▶ **TASK PROMPT**:
For each line below with the word "that", write out a copy.

▶ **EXERCISE INPUT**:
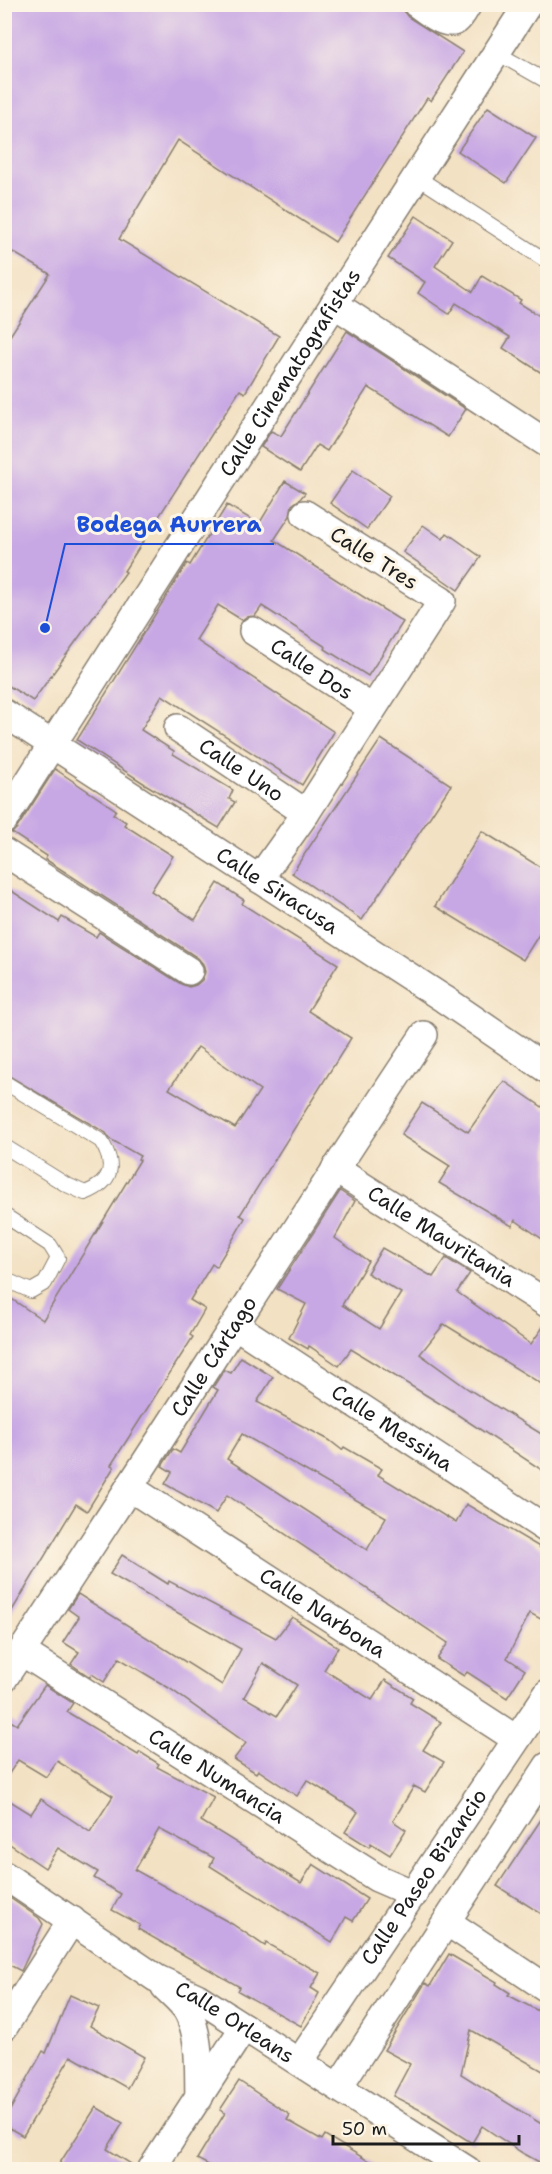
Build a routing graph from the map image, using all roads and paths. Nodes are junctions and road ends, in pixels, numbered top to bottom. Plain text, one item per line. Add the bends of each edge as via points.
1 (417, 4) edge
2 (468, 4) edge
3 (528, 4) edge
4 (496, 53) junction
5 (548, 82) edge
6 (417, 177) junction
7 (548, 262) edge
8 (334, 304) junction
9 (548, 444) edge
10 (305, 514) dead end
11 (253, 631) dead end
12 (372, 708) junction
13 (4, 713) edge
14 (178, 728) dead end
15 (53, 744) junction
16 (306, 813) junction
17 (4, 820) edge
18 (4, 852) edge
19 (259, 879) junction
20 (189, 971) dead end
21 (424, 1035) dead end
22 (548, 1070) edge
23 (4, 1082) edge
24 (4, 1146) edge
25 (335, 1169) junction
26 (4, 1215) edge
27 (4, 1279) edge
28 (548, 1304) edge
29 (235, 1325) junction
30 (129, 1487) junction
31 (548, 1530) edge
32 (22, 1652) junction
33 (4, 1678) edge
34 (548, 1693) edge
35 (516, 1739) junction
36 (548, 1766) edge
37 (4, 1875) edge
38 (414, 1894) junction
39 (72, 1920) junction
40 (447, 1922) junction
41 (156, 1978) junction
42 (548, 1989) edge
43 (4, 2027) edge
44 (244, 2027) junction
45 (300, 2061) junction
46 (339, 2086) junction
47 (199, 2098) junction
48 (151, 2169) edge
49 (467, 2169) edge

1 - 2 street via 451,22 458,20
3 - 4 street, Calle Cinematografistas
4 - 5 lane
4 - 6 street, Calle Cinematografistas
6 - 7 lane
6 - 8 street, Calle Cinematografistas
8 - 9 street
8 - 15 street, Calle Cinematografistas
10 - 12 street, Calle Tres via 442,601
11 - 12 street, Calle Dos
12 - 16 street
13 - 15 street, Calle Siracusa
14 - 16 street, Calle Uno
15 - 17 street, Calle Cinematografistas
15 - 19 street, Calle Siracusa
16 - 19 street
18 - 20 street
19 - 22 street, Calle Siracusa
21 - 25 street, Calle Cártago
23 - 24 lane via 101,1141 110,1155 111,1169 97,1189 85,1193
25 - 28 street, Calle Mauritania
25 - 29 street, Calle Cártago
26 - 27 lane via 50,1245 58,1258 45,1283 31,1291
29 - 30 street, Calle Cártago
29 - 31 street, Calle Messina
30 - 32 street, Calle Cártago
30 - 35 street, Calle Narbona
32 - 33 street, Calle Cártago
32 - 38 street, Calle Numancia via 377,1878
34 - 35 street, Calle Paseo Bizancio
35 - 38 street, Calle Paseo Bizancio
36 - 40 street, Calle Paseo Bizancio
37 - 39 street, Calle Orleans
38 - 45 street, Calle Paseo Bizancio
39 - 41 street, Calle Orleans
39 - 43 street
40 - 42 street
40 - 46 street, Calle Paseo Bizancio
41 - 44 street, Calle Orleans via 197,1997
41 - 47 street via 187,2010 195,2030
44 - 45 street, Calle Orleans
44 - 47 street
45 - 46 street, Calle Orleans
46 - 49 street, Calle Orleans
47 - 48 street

...

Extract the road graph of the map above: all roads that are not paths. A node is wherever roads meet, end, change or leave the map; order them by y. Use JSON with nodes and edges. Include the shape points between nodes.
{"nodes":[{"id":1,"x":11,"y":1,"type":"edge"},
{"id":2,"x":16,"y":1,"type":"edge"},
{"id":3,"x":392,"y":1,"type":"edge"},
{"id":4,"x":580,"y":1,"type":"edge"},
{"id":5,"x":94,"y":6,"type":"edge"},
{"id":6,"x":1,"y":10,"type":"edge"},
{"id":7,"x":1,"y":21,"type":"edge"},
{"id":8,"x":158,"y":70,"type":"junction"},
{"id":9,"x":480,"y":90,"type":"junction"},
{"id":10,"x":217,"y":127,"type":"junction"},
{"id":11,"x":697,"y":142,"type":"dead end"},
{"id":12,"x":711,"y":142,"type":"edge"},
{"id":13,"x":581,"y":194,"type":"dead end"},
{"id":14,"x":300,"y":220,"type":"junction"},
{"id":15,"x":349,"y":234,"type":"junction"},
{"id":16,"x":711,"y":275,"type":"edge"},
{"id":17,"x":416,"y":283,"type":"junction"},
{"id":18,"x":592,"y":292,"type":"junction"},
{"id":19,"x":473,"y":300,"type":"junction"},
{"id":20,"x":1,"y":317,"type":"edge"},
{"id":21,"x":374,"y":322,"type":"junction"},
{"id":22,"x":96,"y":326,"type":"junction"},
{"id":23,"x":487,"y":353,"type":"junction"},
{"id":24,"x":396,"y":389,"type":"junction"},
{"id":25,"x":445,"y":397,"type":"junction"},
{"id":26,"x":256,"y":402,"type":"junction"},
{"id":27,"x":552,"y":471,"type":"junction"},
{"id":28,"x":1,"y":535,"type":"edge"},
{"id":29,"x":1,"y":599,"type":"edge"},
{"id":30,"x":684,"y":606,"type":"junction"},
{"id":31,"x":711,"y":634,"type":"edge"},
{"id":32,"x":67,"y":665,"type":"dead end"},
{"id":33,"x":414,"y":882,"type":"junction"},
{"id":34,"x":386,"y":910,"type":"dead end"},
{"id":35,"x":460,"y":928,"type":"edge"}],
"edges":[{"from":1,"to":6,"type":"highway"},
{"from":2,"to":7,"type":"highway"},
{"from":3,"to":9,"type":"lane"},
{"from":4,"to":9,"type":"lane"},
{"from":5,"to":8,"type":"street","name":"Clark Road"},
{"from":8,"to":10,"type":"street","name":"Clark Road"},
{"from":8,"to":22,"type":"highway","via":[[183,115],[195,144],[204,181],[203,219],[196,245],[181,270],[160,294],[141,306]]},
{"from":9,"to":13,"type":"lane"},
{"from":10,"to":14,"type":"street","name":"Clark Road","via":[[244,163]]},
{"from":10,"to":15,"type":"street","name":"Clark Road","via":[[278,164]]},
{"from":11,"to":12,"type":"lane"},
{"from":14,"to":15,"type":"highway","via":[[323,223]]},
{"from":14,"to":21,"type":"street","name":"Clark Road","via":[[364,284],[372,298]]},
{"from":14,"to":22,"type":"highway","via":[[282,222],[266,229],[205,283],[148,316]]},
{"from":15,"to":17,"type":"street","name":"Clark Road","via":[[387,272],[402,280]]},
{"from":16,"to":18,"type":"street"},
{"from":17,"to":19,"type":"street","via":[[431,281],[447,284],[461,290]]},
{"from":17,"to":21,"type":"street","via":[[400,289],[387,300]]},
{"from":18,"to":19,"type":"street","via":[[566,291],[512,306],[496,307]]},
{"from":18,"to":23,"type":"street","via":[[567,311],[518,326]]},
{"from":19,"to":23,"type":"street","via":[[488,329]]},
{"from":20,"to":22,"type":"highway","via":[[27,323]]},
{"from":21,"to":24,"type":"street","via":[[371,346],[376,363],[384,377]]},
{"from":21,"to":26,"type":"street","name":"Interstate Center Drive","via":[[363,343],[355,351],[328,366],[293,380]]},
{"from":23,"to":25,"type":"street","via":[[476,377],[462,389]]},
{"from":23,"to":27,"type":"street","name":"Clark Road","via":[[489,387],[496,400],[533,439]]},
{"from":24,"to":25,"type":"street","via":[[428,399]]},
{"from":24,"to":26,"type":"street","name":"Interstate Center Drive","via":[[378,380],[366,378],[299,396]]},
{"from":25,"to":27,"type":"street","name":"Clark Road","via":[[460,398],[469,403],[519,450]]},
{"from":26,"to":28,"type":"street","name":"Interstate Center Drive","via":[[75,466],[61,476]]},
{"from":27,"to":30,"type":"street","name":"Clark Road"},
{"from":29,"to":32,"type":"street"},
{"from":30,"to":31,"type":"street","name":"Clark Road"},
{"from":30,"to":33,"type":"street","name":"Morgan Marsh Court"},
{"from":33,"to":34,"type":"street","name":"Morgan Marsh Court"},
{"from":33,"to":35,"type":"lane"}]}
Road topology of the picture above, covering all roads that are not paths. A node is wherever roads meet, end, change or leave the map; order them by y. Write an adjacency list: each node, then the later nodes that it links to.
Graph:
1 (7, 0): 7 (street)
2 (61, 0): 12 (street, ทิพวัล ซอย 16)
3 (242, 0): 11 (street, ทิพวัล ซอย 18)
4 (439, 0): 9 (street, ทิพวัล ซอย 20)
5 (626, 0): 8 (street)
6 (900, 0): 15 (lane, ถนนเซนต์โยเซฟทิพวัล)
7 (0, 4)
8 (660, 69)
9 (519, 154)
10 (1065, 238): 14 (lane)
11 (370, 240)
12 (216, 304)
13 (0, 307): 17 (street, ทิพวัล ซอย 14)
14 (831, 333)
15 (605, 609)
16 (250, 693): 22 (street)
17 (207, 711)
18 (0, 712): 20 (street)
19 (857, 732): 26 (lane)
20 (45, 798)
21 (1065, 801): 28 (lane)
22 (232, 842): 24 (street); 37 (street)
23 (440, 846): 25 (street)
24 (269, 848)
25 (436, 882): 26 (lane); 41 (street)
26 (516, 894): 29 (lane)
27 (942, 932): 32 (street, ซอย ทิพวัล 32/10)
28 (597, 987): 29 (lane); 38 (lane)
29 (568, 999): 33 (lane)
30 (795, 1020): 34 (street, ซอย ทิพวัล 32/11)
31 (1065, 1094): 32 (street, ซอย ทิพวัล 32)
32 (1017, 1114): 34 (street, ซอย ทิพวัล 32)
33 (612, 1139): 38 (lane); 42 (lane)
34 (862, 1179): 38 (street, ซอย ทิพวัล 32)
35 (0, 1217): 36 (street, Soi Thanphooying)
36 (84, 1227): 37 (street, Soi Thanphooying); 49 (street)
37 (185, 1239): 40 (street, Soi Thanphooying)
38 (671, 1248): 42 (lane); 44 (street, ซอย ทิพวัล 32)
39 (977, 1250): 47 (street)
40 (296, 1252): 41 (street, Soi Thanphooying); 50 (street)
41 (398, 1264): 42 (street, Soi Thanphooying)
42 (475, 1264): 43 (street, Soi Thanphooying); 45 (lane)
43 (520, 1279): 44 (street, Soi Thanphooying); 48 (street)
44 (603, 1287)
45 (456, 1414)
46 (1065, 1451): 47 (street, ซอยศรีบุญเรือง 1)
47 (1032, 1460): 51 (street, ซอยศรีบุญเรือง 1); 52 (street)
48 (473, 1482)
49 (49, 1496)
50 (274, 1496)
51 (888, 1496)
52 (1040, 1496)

...

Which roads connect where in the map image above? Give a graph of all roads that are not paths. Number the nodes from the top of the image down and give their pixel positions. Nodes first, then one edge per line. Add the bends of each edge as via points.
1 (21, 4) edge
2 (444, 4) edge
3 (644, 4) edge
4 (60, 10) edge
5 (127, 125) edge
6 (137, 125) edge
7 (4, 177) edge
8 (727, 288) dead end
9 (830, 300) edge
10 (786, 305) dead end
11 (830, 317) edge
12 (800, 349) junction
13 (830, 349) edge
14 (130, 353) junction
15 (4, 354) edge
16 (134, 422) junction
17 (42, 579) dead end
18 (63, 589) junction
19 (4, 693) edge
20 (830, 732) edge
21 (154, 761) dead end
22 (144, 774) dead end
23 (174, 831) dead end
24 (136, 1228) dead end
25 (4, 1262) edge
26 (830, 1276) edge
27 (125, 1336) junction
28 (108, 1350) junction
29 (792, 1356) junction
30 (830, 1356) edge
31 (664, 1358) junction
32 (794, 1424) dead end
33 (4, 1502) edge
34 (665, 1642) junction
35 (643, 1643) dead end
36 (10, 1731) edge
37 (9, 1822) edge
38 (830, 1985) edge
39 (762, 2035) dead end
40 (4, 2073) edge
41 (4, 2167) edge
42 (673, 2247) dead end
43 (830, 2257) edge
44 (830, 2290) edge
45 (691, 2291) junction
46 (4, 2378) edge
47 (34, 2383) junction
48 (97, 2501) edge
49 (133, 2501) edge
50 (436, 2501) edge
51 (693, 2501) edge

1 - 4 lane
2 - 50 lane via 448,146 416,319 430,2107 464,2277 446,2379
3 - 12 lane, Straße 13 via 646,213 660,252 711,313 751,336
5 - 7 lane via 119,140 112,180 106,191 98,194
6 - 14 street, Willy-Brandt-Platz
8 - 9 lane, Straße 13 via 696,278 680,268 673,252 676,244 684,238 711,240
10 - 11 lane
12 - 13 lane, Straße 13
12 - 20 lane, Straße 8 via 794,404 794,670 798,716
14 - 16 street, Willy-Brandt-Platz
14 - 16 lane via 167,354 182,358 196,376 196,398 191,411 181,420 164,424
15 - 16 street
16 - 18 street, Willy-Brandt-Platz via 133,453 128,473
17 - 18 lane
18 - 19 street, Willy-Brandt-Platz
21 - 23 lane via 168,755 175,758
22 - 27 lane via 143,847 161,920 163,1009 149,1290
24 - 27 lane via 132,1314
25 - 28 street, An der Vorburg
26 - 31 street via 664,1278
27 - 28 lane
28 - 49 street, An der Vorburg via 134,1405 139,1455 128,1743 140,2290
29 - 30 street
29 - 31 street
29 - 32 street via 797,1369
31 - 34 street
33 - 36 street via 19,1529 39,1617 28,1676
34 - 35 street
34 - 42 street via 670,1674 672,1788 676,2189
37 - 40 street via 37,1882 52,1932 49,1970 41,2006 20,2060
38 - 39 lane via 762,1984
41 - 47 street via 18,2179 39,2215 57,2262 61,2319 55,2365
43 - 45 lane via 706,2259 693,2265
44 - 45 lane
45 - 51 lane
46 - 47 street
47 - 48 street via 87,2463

▶ **SOLVED PROBLEM**:
Extract the road graph of the map above: all roads that are not paths. A node is wherever roads meet, end, change or leave the map; order them by y. Use JSON with nodes and edges. Include the shape points between nodes.
Road topology of the picture above, covering all roads that are not paths. A node is wherever roads meet, end, change or leave the map; order them by y. Write an adjacency list: each node, then the later nodes that it links to.
Which roads connect where in the map image above? Give a graph of all roads that are not paths. Number the nodes from the top of the image down and give their pixel positions. Nodes first, then one edge per line. Add the bends of each edge as via points.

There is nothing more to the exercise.